All the repressive policies of the CCP are doing disservice to the intended aim of securing stability in Tibet. The increasing repressive policies will only breed more subtle resistance, more insecurities among the Tibetans about their identities, and may lead to another mass uprising given the current international politics surrounding China’s continuing losing its charm and image both at home and abroad. In short, Tibetan Buddhism is not a source of problems for the CCP, rather it is source of peace and stability on the Tibetan plateau.

(Views expressed are his own. The shorter version of this piece is originally published in the Quint.)

The writer is a former research fellow at the Tibet Policy Institute, a think-think under the Central Tibetan Administration.

3 Responses

  1. Instead of the gutless western world standing up against the evil of China, what they do is grovel to them, China wants everything, they have stolen the western worlds industry, in turn produced nothing but trash, taken over land that does not belong to them, a time is coming fast when China will be wiped out of the face of this planet and the quicker the better, these vile basterds killed and murdered many of the piece loving tibetans and that should never be forgotten.

  2. What’s happening in exile with the Tibet Movement is, it’s been allowed to be petered away by allowing complacency to set in.

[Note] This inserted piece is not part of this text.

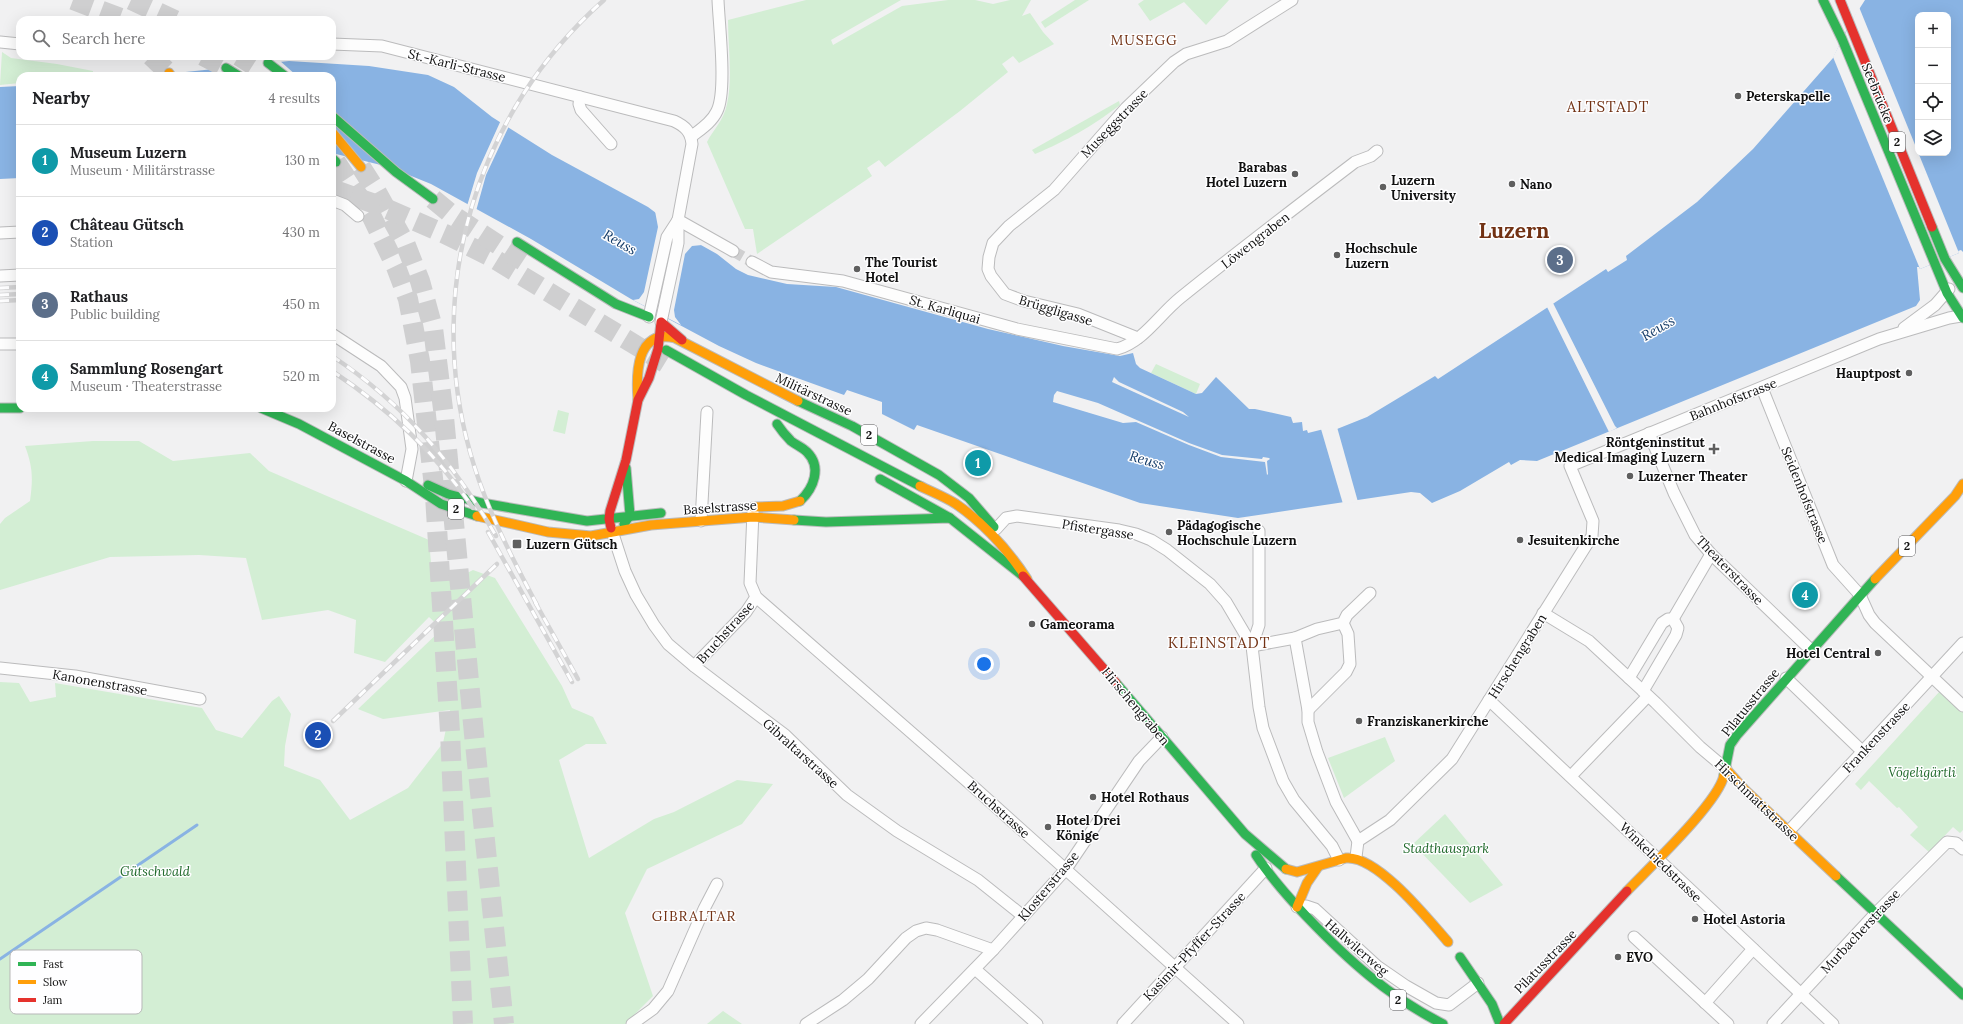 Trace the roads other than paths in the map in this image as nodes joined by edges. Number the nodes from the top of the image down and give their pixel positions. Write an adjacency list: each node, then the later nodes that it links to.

In fact, a narrative was spread that by keeping quite and not protesting against the Chinese, the CCP will be reasonable and will stop the repression. Some of the lunatics who are spewing venom on all those they dislike on Utube, critisized those who took to the streets to protest against Chinese atrocities in Tibet.
    The most galling of all was the carrying of placards depicting the Chinese dictator Xi with the portrait of the Dalai Lama. There is a loony fringe who have become a front of the united front of China in exile who are hell bend on critisizing anyone protesting against the Chinese communists and targeting specifically those who advocate independence.
    It’s time for these people to explain the trajectory of their capitulation and what has been achieved with their advocacy of cozying up with the enemy. If the content of the author is to be believed, it paints a very grim picture in occupied Tibet under Xitler the dictator for life.
    One of them even carried the blood soaked Chinese communist flag to show his loyalty to the CCP and Xitler. These individuals should now explain what has been achieved by putting Xi on the pedestal?

  3. CCP is a Religion. What’s more, CCP is a jealous God, in the vein of, “Thou shalt have no other gods before Me!!”